Interview par une journaliste de Bio Info

Voici une interview de moi qui a été publié dans le journal Bio Info en juin 2008. Je suis retombé dessus par hasard et en la relisant, je trouve qu’elle résume les grands principes de ce site 🙂

1. Votre ouvrage est intitulé Le bonheur ou le stress, la décision de chaque instant. Gérer son stress, au quotidien, permettrait, selon vous, d’accéder au bonheur ? Un bien grand mot que celui du « bonheur »….dans ce contexte, non ?

Ce que je propose à travers ce livre et les techniques qui y sont expliquées c’est non pas de simplement gérer son stress, ce qui est déjà bien, mais d’aller beaucoup plus loin et de vivre sans stress. Hors vivre sans stress, c’est vivre dans la sérénité et le bonheur.. cela peut paraître impossible et pourtant certaines personnes y arrivent.
Evidemment le défi est énorme.

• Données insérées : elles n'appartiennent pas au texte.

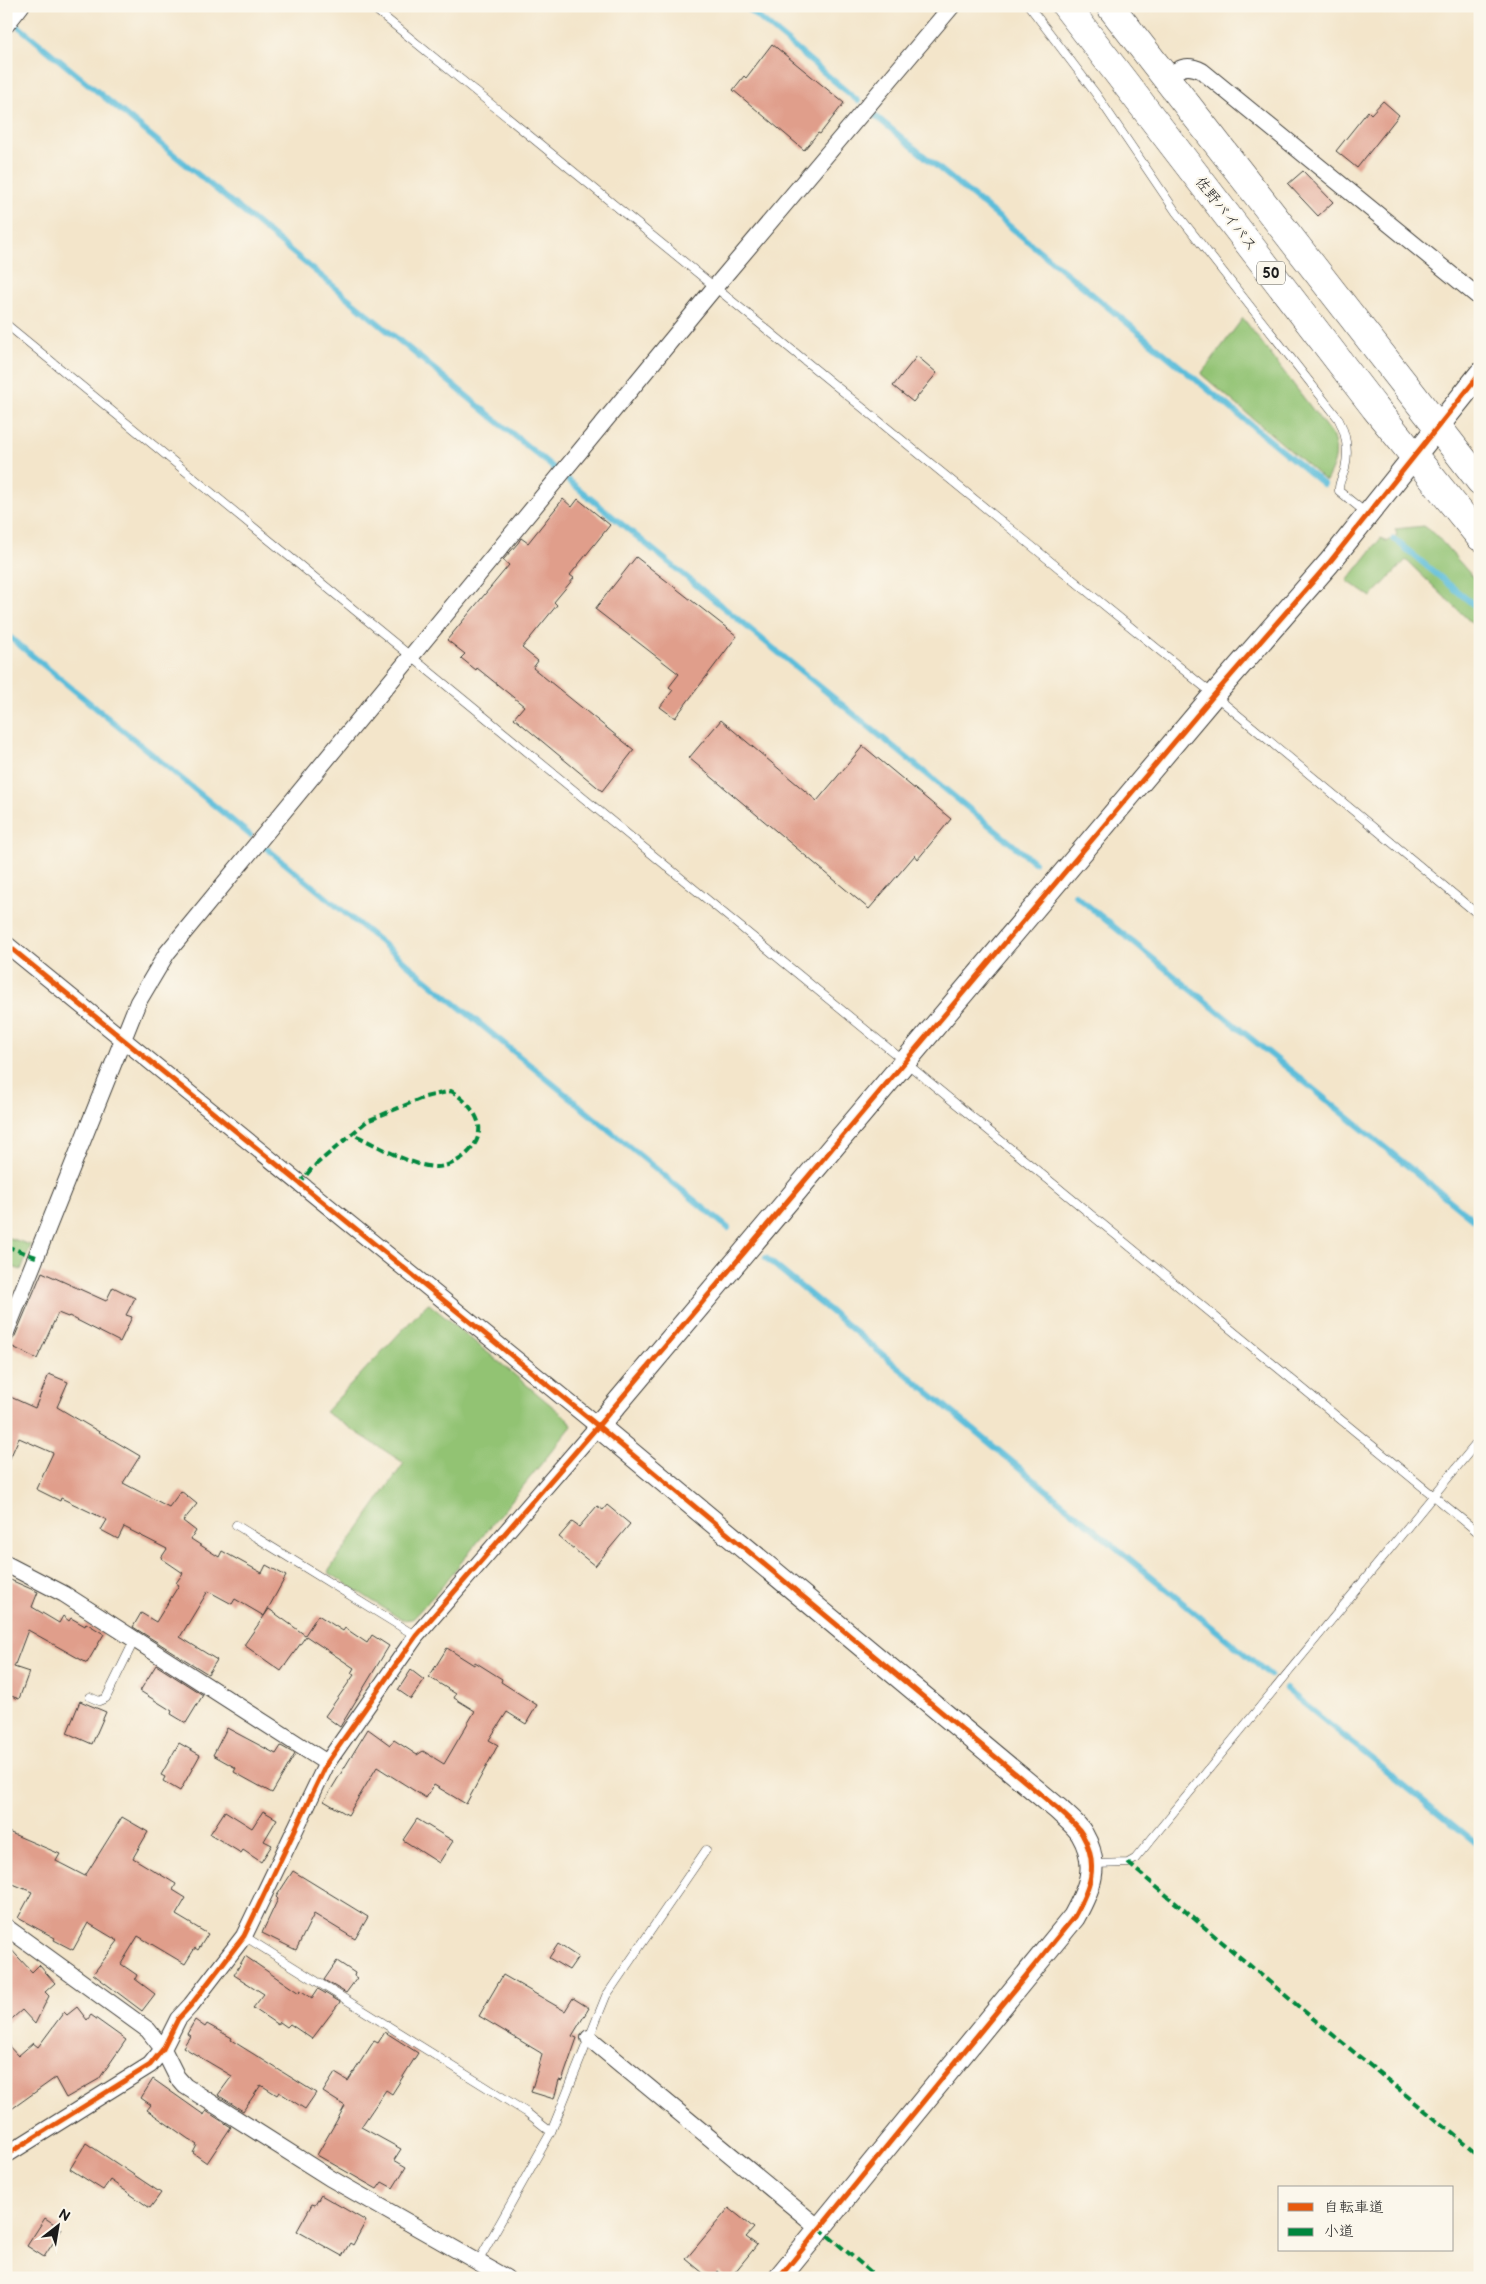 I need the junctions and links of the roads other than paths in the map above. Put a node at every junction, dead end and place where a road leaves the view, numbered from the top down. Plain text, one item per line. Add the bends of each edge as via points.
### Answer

Mon pari qui est aussi celui de la plupart des grands enseignements spirituels est d’arriver à vivre sans stress dans un monde hyper stressant et nous en sommes tous capables. Le vrai bonheur est un état sans stress.

2. Vous êtes spécialiste de l’apprentissage des stratégies du bonheur. Le bonheur, cela s’apprend ? Comment ?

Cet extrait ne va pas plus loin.